**PROBLEM TO SOLVE**. The task for the listing below is to write out exactly the lines starting at the one containing "thumb cmc: (768, 288)" and ending at the one containing "middle dip: (619, 297)", both included. Pictures are to be omitted.

**MATERIAL PROVIDED**.
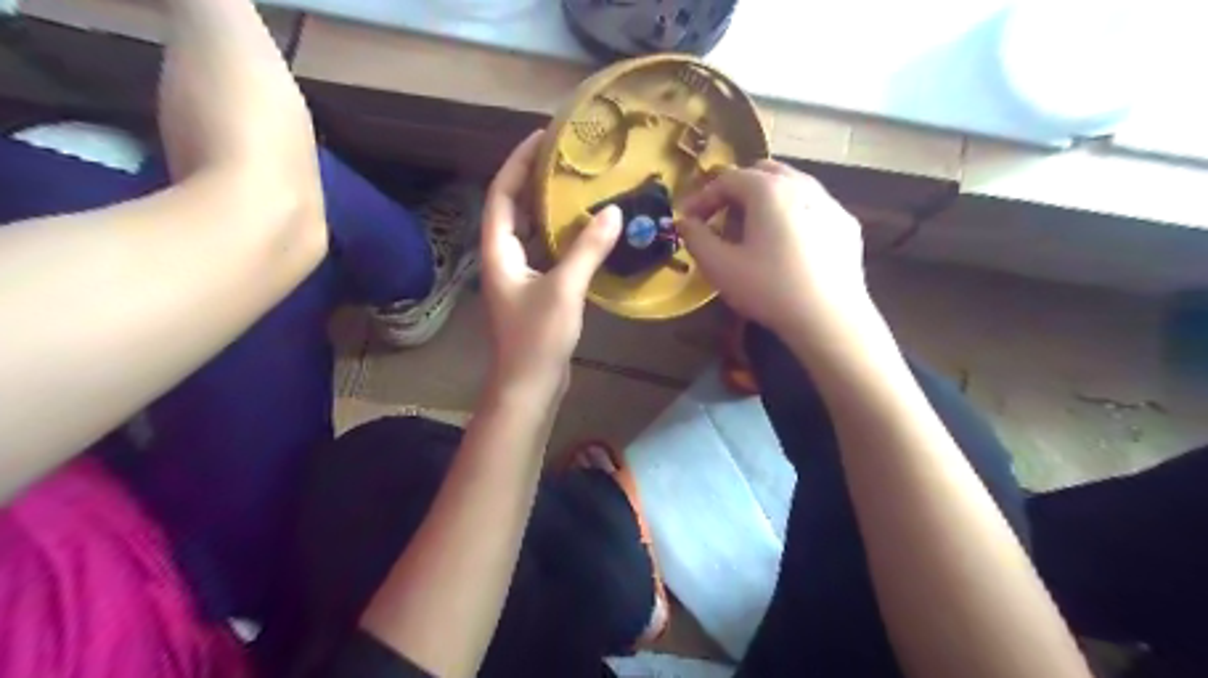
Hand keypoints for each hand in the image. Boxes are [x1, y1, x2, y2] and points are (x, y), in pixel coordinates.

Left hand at [482, 131, 622, 390]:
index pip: (502, 194)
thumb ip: (587, 249)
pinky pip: (547, 253)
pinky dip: (563, 238)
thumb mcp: (564, 289)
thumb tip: (613, 212)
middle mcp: (503, 258)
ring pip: (532, 232)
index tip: (541, 137)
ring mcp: (519, 276)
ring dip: (550, 210)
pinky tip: (587, 230)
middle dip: (534, 181)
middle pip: (514, 209)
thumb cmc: (537, 338)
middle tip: (565, 159)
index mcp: (498, 251)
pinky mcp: (535, 291)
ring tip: (578, 186)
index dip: (518, 163)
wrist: (529, 385)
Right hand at [677, 160, 867, 337]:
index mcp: (768, 189)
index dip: (702, 198)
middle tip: (722, 221)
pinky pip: (811, 207)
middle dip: (735, 192)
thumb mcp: (720, 266)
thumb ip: (696, 238)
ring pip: (789, 187)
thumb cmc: (768, 288)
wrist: (829, 318)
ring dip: (764, 201)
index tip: (688, 220)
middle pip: (761, 173)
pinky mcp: (846, 224)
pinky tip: (788, 246)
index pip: (726, 179)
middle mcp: (801, 184)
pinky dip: (791, 215)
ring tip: (754, 232)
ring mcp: (829, 202)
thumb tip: (686, 222)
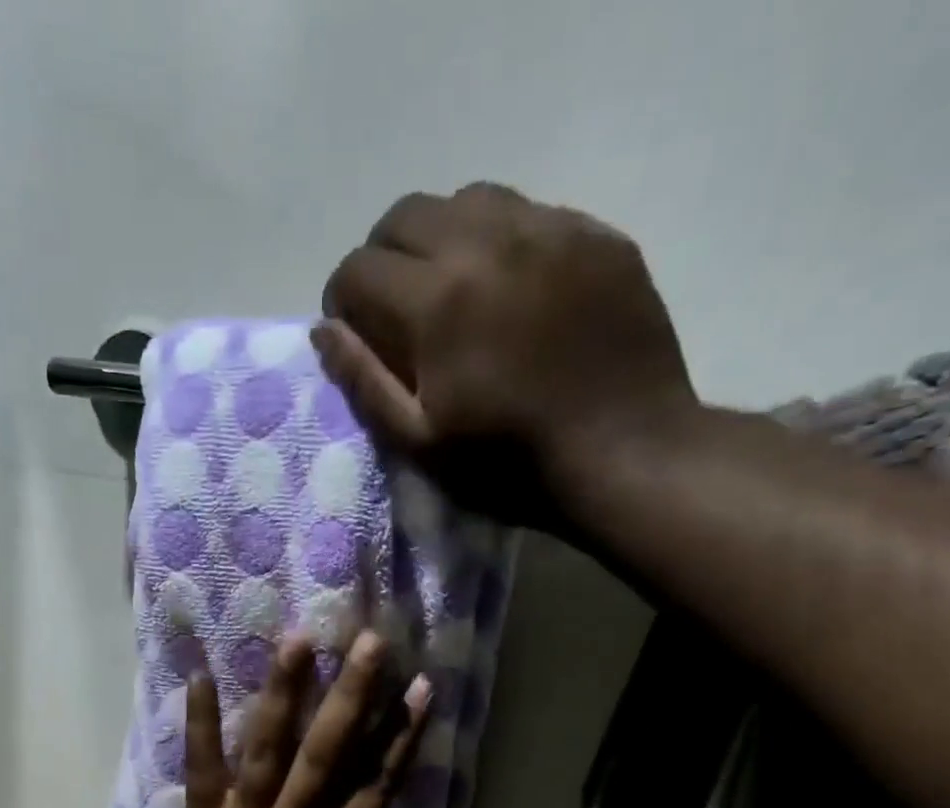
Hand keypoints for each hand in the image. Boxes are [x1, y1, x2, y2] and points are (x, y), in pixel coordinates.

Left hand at [129, 631, 432, 807]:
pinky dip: (198, 725)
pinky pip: (201, 769)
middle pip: (326, 754)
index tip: (420, 690)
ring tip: (297, 640)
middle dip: (351, 697)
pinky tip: (197, 676)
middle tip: (369, 644)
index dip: (399, 739)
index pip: (372, 789)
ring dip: (282, 694)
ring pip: (267, 749)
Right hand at [315, 182, 697, 534]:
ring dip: (442, 238)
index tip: (355, 332)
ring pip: (468, 200)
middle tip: (397, 307)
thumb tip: (324, 330)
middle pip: (406, 214)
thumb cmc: (510, 464)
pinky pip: (530, 211)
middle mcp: (489, 242)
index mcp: (438, 301)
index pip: (358, 268)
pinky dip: (502, 240)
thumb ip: (364, 382)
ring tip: (454, 290)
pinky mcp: (597, 235)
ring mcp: (551, 229)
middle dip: (384, 258)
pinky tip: (513, 289)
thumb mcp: (421, 443)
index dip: (343, 301)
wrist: (625, 454)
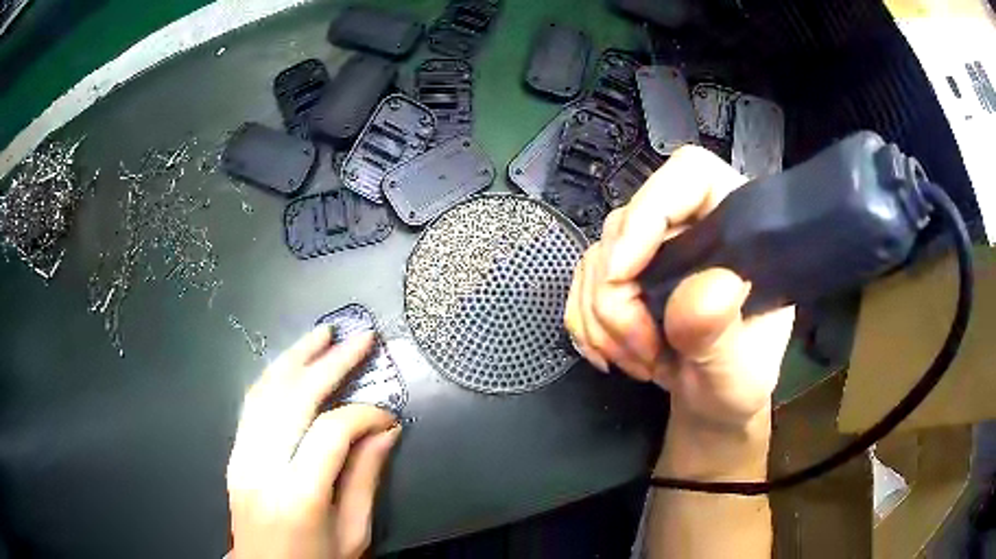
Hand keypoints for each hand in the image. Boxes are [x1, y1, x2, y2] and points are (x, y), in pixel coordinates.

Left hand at [227, 326, 400, 558]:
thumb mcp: (354, 531)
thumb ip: (366, 476)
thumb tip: (385, 428)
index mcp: (299, 495)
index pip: (331, 432)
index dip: (364, 414)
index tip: (388, 415)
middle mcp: (263, 468)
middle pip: (293, 399)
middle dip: (329, 363)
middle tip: (358, 339)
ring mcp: (242, 456)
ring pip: (265, 392)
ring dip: (296, 357)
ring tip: (322, 334)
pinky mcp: (234, 453)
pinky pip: (251, 404)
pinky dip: (274, 376)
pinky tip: (292, 363)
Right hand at [564, 146, 794, 431]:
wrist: (709, 402)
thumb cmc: (736, 382)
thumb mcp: (739, 370)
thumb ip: (720, 332)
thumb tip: (699, 292)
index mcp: (736, 226)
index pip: (690, 175)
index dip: (650, 209)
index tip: (624, 273)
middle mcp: (690, 226)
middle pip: (627, 224)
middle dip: (619, 297)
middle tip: (642, 349)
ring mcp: (652, 250)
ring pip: (596, 258)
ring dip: (602, 320)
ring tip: (641, 363)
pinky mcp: (623, 276)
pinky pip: (580, 285)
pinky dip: (587, 326)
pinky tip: (612, 355)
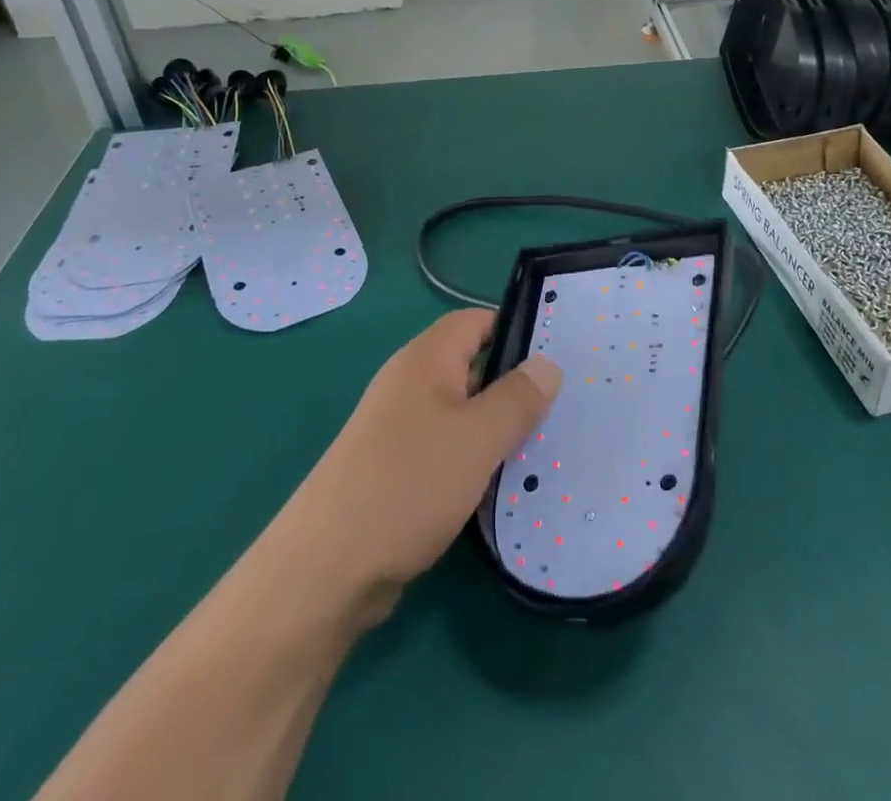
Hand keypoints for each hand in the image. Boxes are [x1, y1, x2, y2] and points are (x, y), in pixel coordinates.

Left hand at [272, 309, 561, 625]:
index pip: (477, 321)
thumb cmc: (409, 484)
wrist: (326, 569)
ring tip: (543, 448)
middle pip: (471, 366)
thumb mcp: (478, 437)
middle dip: (513, 385)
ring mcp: (398, 427)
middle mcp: (410, 383)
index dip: (516, 330)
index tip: (560, 355)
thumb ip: (517, 398)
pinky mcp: (394, 469)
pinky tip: (500, 485)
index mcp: (426, 358)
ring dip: (496, 428)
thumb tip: (548, 364)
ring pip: (461, 412)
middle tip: (563, 407)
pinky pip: (445, 448)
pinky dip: (473, 459)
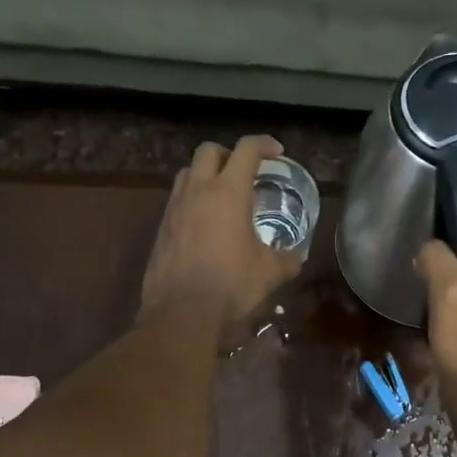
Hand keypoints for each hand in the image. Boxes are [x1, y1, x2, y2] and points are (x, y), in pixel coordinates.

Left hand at [141, 136, 302, 322]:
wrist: (181, 312)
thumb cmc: (231, 285)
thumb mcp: (269, 273)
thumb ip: (286, 259)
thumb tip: (295, 257)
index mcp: (228, 192)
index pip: (247, 150)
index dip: (264, 144)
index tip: (276, 152)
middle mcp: (198, 191)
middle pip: (209, 150)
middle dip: (228, 154)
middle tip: (244, 172)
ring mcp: (175, 208)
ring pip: (188, 172)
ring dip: (206, 174)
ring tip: (222, 195)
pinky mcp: (161, 228)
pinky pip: (177, 200)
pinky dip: (192, 200)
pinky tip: (204, 224)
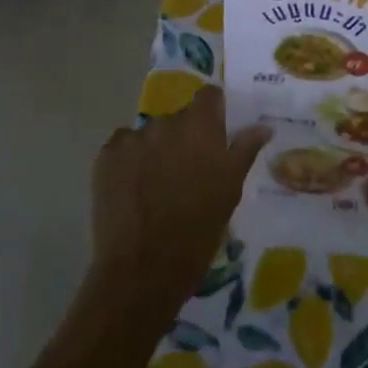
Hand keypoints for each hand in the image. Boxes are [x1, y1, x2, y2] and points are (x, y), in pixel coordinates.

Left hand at [88, 86, 270, 323]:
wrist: (142, 271)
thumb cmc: (197, 232)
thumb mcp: (230, 191)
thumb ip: (244, 151)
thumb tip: (262, 126)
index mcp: (199, 127)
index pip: (209, 96)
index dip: (214, 111)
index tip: (217, 133)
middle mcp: (165, 123)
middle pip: (179, 118)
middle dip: (185, 137)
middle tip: (189, 170)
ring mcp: (132, 139)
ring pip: (150, 135)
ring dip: (157, 150)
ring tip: (158, 186)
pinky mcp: (105, 158)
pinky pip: (123, 148)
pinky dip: (130, 162)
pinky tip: (134, 190)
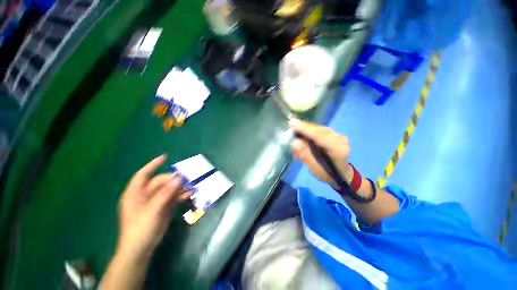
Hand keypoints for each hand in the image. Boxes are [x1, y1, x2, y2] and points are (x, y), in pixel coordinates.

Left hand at [116, 155, 188, 260]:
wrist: (141, 249)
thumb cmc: (140, 229)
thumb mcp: (152, 210)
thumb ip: (165, 193)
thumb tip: (179, 178)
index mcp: (135, 193)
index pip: (143, 174)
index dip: (153, 165)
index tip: (165, 157)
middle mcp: (145, 195)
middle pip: (161, 182)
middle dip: (174, 179)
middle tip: (188, 178)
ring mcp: (155, 202)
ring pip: (169, 189)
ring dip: (180, 187)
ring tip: (192, 185)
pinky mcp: (163, 208)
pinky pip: (173, 197)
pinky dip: (181, 195)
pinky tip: (190, 194)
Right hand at [289, 119, 352, 188]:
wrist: (341, 174)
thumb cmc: (327, 173)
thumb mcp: (314, 169)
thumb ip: (305, 155)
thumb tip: (295, 141)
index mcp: (338, 150)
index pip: (321, 136)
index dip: (306, 129)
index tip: (293, 123)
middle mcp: (340, 139)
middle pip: (319, 130)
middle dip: (303, 128)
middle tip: (290, 126)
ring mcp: (338, 135)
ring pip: (318, 128)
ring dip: (305, 131)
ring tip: (294, 136)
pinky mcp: (334, 134)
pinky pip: (319, 130)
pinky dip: (309, 133)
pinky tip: (302, 138)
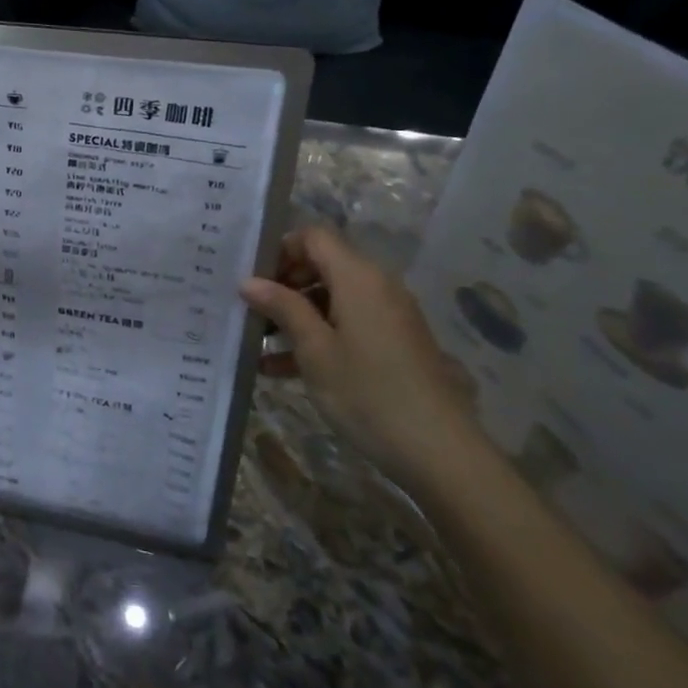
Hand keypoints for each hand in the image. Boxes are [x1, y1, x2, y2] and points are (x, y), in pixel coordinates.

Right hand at [239, 224, 480, 491]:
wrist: (438, 450)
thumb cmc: (367, 392)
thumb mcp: (314, 350)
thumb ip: (282, 308)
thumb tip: (249, 281)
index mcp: (359, 277)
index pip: (314, 237)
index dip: (280, 249)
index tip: (250, 277)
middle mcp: (377, 286)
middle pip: (322, 265)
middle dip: (283, 284)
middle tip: (249, 310)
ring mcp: (388, 316)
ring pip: (331, 298)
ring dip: (295, 315)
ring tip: (256, 342)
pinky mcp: (393, 344)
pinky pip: (347, 324)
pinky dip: (317, 336)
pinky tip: (280, 369)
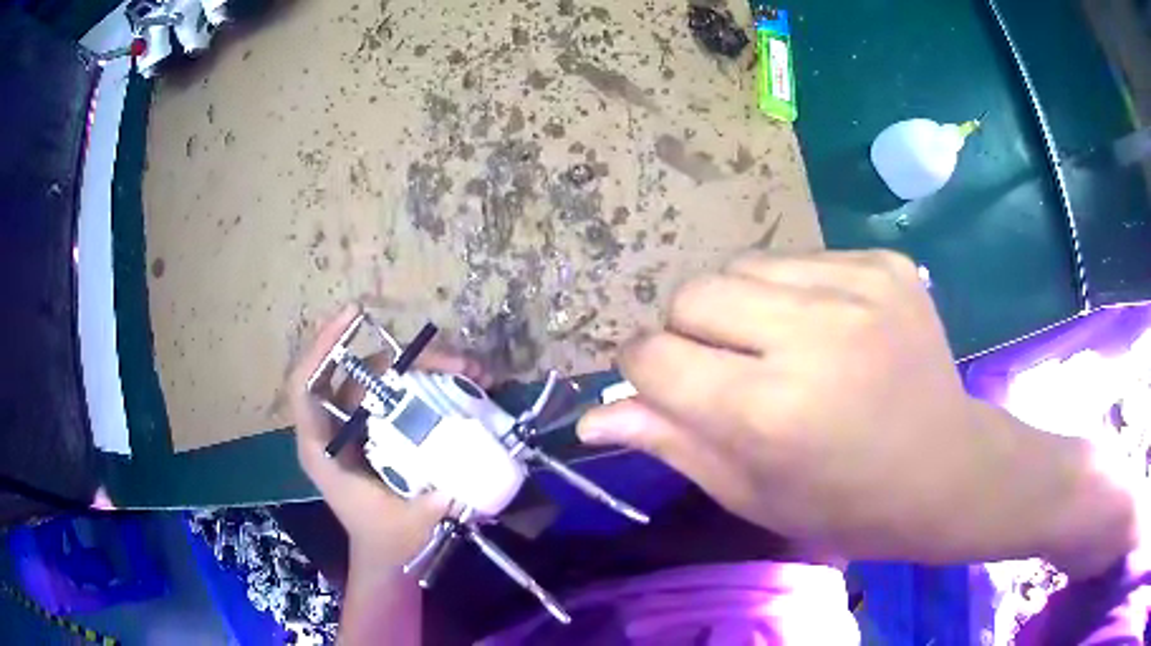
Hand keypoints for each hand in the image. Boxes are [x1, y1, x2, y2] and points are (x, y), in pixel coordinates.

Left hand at [290, 304, 493, 568]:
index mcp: (323, 450)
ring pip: (380, 380)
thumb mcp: (412, 524)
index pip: (305, 386)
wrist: (391, 558)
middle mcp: (336, 430)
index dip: (322, 347)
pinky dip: (428, 385)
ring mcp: (359, 428)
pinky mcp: (380, 431)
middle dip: (400, 358)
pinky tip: (464, 384)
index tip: (353, 317)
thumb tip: (465, 465)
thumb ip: (434, 500)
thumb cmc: (391, 542)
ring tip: (469, 369)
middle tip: (451, 359)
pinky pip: (398, 395)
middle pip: (355, 374)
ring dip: (422, 368)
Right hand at [579, 250, 1128, 566]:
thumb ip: (672, 443)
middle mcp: (810, 338)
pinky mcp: (884, 264)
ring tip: (781, 346)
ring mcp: (856, 289)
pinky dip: (794, 292)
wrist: (947, 469)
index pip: (654, 356)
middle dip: (690, 332)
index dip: (644, 368)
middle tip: (731, 369)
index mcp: (768, 413)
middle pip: (692, 294)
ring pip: (742, 268)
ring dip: (741, 307)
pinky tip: (828, 329)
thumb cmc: (844, 505)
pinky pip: (799, 259)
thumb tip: (592, 413)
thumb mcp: (752, 494)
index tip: (664, 381)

**SOLUTION**.
thumb cmc: (768, 288)
wrist: (829, 318)
ring dip: (764, 201)
index tip: (688, 220)
middle pip: (761, 173)
pinky mcp: (846, 224)
pinky tip: (788, 246)
index pip: (726, 179)
middle mcp: (801, 184)
pinky dip: (791, 215)
ring tip: (754, 232)
ring mcp: (829, 202)
thumb tip: (686, 222)
Hand keypoints for each hand in the image. Boxes are [x1, y1, x2, y2] and points are (x, y), in pixel coordinates.

Left hand at [129, 631, 432, 807]:
pinky dip: (198, 725)
pinky pip: (201, 769)
middle pip: (326, 754)
index tip: (420, 690)
ring tip: (297, 640)
middle dip: (351, 697)
pinky tip: (197, 676)
middle tip: (369, 644)
index dip: (399, 739)
index pip: (372, 789)
ring dip: (282, 694)
ring pip: (267, 749)
Right hand at [315, 182, 697, 534]:
ring dip: (442, 238)
index tip: (355, 332)
ring pip: (468, 200)
middle tip: (397, 307)
thumb tip: (324, 330)
middle pip: (406, 214)
thumb cmc: (510, 464)
pinky pip: (530, 211)
middle mcp: (489, 242)
index mcp: (438, 301)
index pip: (358, 268)
pinky dip: (502, 240)
thumb ip: (364, 382)
ring tip: (454, 290)
pinky mcp: (597, 235)
ring mcp: (551, 229)
middle dip: (384, 258)
pinky tip: (513, 289)
thumb mcp: (421, 443)
index dip: (343, 301)
wrist: (625, 454)
Hand keypoints for each hand in the image. Boxes are [x1, y1, x2, y2] and points are (x, y), in pixel coordinates.

Left hand at [227, 326, 400, 558]:
thumb mcp: (354, 531)
thumb ip: (366, 476)
thumb tip: (385, 428)
index mcp: (299, 495)
index pip: (331, 432)
index dip: (364, 414)
index tip: (388, 415)
middle mcp: (263, 468)
middle pip: (293, 399)
middle dip: (329, 363)
middle tip: (358, 339)
ring mcp: (242, 456)
ring pip: (265, 392)
ring dip: (296, 357)
ring tip: (322, 334)
pinky mcp: (234, 453)
pinky pip: (251, 404)
pinky dip: (274, 376)
pinky tip: (292, 363)
Right hand at [564, 146, 794, 431]:
wrist: (709, 402)
thumb cmc: (736, 382)
thumb mcp: (739, 370)
thumb ip: (720, 332)
thumb tip: (699, 292)
index mcp: (736, 226)
index pip: (690, 175)
index dip: (650, 209)
index tip: (624, 273)
middle mcp: (690, 226)
middle pip: (627, 224)
middle dip: (619, 297)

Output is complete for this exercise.